Personal information
- Full name: Matthew Paul Hunt
- Born: 10 June 1977 (age 49) Newton Abbot, Devon, England
- Batting: Right-handed
- Bowling: Right-arm medium

Domestic team information
- 1995–2006: Devon

Career statistics
| Competition | List A |
| Matches | 5 |
| Runs scored | 206 |
| Batting average | 41.20 |
| 100s/50s | –/2 |
| Top score | 74 |
| Balls bowled | – |
| Wickets | – |
| Bowling average | – |
| 5 wickets in innings | – |
| 10 wickets in match | – |
| Best bowling | – |
| Catches/stumpings | –/– |
- Source: Cricinfo, 1 February 2011

= Matthew Hunt =

English cricketer

Matthew Paul Hunt (born 10 June 1977) is an English cricketer. Hunt is a right-handed batsman who bowls right-arm medium pace. He was born at Newton Abbot, Devon.

Hunt made his debut for Devon in the 1995 Minor Counties Championship against Wiltshire. Between 1995 and 2006, he represented the county in 38 Championship matches, the last of which came against Dorset. In 1999, he made his debut for Devon in the MCCA Knockout Trophy, which came against Dorset. From 1999 to 2006, he represented the county in 12 Trophy matches, the last of which came against Dorset.

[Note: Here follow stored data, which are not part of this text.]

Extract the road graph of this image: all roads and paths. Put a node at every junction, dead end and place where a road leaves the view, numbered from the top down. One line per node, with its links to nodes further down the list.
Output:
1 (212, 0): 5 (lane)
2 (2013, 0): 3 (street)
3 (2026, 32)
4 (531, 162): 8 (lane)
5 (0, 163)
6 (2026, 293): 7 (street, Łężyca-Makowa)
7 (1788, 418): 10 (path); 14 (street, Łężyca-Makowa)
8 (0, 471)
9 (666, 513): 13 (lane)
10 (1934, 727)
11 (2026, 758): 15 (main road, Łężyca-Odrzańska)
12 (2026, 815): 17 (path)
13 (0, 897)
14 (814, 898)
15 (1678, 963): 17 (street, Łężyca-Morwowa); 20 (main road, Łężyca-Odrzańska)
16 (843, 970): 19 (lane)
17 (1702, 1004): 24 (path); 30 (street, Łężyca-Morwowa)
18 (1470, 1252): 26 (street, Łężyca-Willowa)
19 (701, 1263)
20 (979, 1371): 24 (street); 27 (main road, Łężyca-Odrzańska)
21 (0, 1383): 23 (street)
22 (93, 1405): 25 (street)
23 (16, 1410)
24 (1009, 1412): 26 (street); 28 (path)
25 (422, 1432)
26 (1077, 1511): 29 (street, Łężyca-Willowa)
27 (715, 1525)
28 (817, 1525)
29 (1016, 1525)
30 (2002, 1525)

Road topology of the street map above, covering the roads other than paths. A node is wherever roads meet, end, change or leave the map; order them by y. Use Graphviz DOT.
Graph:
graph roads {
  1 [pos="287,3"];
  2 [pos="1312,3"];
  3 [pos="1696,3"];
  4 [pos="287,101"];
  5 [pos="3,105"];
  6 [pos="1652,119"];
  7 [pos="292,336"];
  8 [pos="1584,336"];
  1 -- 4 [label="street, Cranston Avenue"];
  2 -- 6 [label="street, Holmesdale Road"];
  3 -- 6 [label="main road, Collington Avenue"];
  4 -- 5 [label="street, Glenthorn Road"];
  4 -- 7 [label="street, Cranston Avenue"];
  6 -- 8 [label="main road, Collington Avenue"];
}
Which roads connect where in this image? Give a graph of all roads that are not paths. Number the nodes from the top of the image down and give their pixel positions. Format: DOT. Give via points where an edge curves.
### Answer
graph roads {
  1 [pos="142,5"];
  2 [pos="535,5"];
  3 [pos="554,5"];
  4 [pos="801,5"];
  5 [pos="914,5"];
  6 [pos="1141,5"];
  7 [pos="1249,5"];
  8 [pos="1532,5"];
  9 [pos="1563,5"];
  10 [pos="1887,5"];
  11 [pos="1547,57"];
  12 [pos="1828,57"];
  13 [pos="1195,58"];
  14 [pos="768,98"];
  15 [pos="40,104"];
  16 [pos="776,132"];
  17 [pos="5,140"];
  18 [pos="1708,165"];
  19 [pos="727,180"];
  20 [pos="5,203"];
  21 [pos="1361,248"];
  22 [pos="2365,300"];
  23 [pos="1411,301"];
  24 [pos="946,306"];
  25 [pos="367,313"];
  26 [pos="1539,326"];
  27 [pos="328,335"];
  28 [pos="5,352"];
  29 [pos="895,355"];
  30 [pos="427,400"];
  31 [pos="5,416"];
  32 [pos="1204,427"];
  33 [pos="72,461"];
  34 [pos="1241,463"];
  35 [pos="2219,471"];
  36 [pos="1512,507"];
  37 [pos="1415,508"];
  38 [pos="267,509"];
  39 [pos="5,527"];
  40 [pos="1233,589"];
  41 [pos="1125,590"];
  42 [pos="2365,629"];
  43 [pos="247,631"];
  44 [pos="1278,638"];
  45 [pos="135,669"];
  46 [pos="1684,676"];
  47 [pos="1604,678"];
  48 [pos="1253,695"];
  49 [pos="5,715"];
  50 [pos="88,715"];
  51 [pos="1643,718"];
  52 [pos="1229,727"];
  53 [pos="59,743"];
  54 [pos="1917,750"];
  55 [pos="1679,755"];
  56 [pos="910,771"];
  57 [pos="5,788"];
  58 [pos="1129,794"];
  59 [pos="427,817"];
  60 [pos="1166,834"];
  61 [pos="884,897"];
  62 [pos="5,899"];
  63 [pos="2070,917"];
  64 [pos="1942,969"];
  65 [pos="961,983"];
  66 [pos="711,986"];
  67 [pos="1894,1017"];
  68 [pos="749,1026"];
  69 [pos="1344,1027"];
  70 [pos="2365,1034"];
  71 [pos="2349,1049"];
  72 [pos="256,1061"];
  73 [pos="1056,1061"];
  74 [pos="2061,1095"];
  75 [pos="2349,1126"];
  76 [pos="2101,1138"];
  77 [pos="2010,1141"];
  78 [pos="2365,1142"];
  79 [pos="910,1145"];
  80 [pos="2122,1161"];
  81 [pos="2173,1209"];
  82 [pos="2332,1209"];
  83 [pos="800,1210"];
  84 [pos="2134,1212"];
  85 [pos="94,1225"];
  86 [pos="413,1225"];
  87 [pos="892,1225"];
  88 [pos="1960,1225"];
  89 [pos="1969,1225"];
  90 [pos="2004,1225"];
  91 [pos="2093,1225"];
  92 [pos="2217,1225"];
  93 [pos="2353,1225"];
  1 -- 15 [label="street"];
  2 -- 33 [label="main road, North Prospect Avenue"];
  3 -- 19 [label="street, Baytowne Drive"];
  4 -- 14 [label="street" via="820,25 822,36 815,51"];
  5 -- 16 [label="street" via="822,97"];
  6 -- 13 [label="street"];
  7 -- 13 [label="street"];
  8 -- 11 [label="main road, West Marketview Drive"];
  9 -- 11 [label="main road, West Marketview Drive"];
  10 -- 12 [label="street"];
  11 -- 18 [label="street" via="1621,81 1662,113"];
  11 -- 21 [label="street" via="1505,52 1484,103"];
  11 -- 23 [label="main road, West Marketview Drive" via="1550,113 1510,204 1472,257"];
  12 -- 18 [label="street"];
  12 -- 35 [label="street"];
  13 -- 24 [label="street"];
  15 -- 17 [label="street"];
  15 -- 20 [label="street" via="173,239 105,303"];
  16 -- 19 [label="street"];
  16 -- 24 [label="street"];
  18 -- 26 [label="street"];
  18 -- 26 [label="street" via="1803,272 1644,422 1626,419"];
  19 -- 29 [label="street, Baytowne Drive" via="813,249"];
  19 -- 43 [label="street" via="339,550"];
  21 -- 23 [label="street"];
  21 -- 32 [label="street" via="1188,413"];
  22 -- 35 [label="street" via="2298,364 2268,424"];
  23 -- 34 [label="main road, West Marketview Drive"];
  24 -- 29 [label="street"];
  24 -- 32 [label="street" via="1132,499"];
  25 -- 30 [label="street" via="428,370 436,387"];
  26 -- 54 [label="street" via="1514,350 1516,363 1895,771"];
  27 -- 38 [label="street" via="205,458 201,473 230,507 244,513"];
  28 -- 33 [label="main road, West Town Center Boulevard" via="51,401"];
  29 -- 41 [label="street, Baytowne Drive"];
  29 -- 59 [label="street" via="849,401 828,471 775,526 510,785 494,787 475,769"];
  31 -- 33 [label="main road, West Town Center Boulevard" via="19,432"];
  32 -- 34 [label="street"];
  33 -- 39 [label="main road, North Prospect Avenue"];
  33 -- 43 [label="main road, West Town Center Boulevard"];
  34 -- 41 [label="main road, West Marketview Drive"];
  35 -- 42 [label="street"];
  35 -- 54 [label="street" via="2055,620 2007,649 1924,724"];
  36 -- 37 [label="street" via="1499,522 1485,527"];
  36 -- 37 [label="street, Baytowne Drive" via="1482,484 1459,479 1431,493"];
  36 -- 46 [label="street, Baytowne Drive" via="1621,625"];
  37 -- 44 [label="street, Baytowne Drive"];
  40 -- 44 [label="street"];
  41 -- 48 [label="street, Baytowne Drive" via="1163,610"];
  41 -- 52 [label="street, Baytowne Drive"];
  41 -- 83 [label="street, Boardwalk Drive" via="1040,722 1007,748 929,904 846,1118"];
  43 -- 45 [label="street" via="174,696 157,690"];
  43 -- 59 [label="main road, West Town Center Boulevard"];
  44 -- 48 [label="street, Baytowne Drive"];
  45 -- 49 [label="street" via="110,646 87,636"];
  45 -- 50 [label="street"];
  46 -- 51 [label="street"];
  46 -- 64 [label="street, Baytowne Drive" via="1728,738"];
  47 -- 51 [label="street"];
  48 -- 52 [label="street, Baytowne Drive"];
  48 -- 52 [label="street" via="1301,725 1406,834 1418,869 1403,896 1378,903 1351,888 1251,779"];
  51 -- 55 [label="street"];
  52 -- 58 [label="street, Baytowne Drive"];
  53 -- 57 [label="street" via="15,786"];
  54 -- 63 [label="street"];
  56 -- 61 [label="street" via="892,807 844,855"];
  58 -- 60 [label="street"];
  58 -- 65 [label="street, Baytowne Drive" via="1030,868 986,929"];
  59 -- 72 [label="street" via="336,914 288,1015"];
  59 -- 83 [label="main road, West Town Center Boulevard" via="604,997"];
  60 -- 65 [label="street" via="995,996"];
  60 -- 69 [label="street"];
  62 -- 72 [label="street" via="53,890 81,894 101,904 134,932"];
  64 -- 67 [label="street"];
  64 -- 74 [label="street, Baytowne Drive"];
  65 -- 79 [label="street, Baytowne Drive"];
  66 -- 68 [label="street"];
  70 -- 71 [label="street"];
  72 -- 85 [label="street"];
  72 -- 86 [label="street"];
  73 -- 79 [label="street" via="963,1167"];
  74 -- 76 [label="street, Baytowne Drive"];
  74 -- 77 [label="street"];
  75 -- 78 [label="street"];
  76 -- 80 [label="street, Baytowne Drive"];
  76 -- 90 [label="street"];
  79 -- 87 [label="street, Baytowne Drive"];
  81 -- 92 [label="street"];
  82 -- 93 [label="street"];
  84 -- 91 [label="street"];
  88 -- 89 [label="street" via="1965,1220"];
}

2002 saw him make his List A debut for Devon, against Cumberland in the 2nd round of the 2003 Cheltenham & Gloucester Trophy which was played in 2002. From 2002 to 2004, he represented the county in 5 List A matches, the last of which came against Yorkshire at The Maer Ground in the 3rd round of the 2004 Cheltenham & Gloucester Trophy. In his 5 List A matches, he scored 206 runs at a batting average of 41.20, with a single two half centuries and a high score of 72.

Hunt has played Second XI cricket for the Somerset Second XI and the Gloucestershire Second XI.